In some cases, it's also somewhat necessary for DLC content to be on-disc. For instance, I've heard many problems cited with Mortal Kombat players trying to play online with DLC-downloaded characters. If you or your opponent doesn't have a character one of you pick (and you didn't download some kind of compatibility DLC), the match can't proceed. So on some level, it's probably a good thing that Capcom puts DLC fighters on the disc. It ensures that all players online
have characters their opponent may use against them, for the sake of stable online play. That's one example I've heard cited on various podcasts, anyway.

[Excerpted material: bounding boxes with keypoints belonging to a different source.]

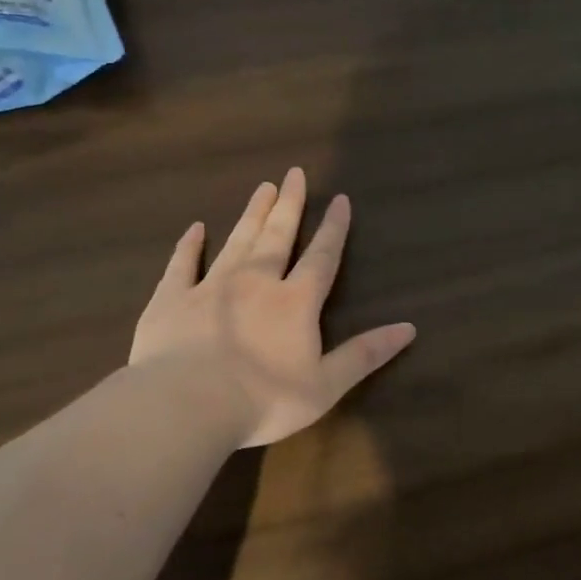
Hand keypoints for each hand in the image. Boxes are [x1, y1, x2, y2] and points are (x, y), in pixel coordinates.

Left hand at [129, 168, 416, 447]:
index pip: (321, 257)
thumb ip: (365, 354)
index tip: (340, 199)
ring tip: (262, 188)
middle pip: (277, 236)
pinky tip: (195, 228)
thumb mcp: (326, 385)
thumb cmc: (263, 401)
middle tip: (293, 173)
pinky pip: (182, 264)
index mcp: (295, 302)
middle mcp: (255, 282)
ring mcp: (210, 287)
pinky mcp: (171, 299)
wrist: (186, 405)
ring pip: (236, 241)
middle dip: (289, 205)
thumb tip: (409, 328)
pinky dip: (189, 245)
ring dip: (251, 214)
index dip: (334, 229)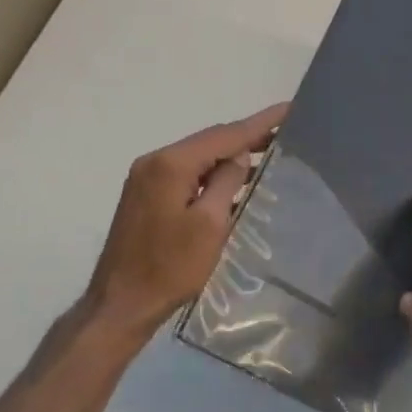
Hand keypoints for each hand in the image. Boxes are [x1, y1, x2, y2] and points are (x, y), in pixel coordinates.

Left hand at [86, 103, 287, 335]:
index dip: (260, 123)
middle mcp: (154, 162)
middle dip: (246, 136)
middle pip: (209, 141)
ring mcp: (146, 178)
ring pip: (197, 157)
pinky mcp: (145, 196)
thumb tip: (238, 157)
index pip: (224, 135)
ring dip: (230, 156)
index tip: (289, 109)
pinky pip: (186, 173)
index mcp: (170, 164)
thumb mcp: (210, 225)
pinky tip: (235, 178)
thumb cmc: (170, 268)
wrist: (122, 302)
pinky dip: (212, 172)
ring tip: (268, 154)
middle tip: (285, 132)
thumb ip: (227, 182)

Now, I've listed a few examples where I thought the game's content was satisfactorily handled before DLC, so here's one where I
didn't: Assassin's Creed 2. I thought the main game was completely satisfying until I reached near the end of the game where the game practically
screams at you that you're about to skip 2 DLC chapters. If the game hadn't just
advertised in the narrative that I was missing out on content, I would have been OK with purchasing the later content. But the way that was handled just soured me on the whole thing, and I didn't end up getting the DLC packs until last July or so (
looong after I had traded the game in) when they were bundled with the digital version of the game for around $10.